O ministro dos Negócios Estrangeiros, Augusto Santos Silva, avisou esta terça-feira que um Brexit sem acordo é o cenário mais provável, após o novo chumbo no Parlamento britânico.

O ministro dos Negócios Estrangeiros português, Augusto Santos Silva, defendeu esta terça-feira que a principal preocupação de Portugal é prosseguir a preparação para qualquer cenário do Brexit, incluindo a ausência de acordo, que “é mais possível” após o novo chumbo no Parlamento britânico.

“Essa é a nossa preocupação número um, continuarmos a prepararmo-nos, seja ao nível dos direitos dos cidadãos, seja ao nível do apoio às nossas empresas, seja ao nível do apoio ao nosso turismo, para o cenário que hoje é mais possível do que era ontem de um Brexit sem acordo”, sustentou Augusto Santos Silva em declarações à Lusa.
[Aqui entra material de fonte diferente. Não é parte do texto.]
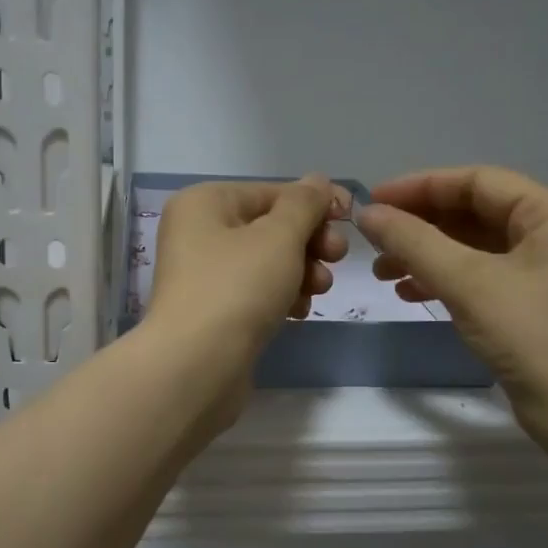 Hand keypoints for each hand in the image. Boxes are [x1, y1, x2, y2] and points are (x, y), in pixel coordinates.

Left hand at [148, 175, 348, 372]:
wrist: (197, 366)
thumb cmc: (237, 287)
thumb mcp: (279, 236)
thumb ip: (304, 204)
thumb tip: (317, 181)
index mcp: (204, 203)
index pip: (270, 192)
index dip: (314, 203)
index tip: (351, 218)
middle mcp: (198, 234)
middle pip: (269, 227)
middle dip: (309, 242)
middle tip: (337, 258)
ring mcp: (204, 276)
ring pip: (267, 263)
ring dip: (301, 272)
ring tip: (319, 289)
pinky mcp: (214, 312)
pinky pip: (256, 293)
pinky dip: (281, 297)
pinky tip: (297, 313)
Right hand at [356, 167, 547, 436]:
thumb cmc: (531, 337)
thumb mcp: (468, 282)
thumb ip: (414, 242)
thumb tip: (368, 213)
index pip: (478, 181)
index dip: (420, 186)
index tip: (373, 200)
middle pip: (475, 212)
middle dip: (421, 225)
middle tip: (374, 239)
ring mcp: (547, 269)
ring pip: (475, 246)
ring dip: (427, 254)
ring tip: (383, 271)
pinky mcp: (536, 301)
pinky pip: (483, 274)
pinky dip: (446, 279)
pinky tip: (410, 292)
Após o chumbo do Acordo de Saída do Reino Unido da União Europeia pelo parlamento britânico, o chefe da diplomacia portuguesa sublinhou que “é cada vez mais claro quão importante” é o país estar preparado “para todos os cenários, incluindo um cenário de uma saída do Reino Unido sem acordo”.
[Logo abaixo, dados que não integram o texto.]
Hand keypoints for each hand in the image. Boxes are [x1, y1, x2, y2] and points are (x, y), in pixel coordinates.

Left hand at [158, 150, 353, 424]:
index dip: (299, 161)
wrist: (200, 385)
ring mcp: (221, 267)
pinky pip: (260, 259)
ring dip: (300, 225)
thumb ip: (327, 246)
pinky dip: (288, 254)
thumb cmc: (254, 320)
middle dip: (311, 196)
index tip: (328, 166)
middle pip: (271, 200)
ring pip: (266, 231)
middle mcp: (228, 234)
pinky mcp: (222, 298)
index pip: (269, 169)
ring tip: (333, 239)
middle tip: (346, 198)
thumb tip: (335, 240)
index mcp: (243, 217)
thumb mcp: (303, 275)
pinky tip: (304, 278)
“Ao mesmo tempo, estarmos e continuarmos disponíveis para dar o nosso acordo para todas as iniciativas que sejam necessárias do lado europeu para que o Reino Unido possa operar a saída da União Europeia da forma mais organizada e ordeira possível”, afirmou.

Para Santos Silva, “o pior dos cenários é a saída sem qualquer acordo, por isso, tudo o que contribua para evitar esse cenário terá o apoio de Portugal”. “Seja coordenadamente em Bruxelas, seja em cada um dos parlamentos nacionais, criamos e aplicamos planos de contingência para evitar que no dia 29 de maio houvesse qualquer espécie de rutura, nos transportes aéreos, na circulação das pessoas e por aí fora”, vincou.

Questionado sobre o efeito de possíveis eleições antecipadas nas negociações — um pedido feito pelo líder da oposição, o trabalhista Jeremy Corbyn –, Augusto Santos Silva referiu que essa matéria é do domínio da “política interna britânica”.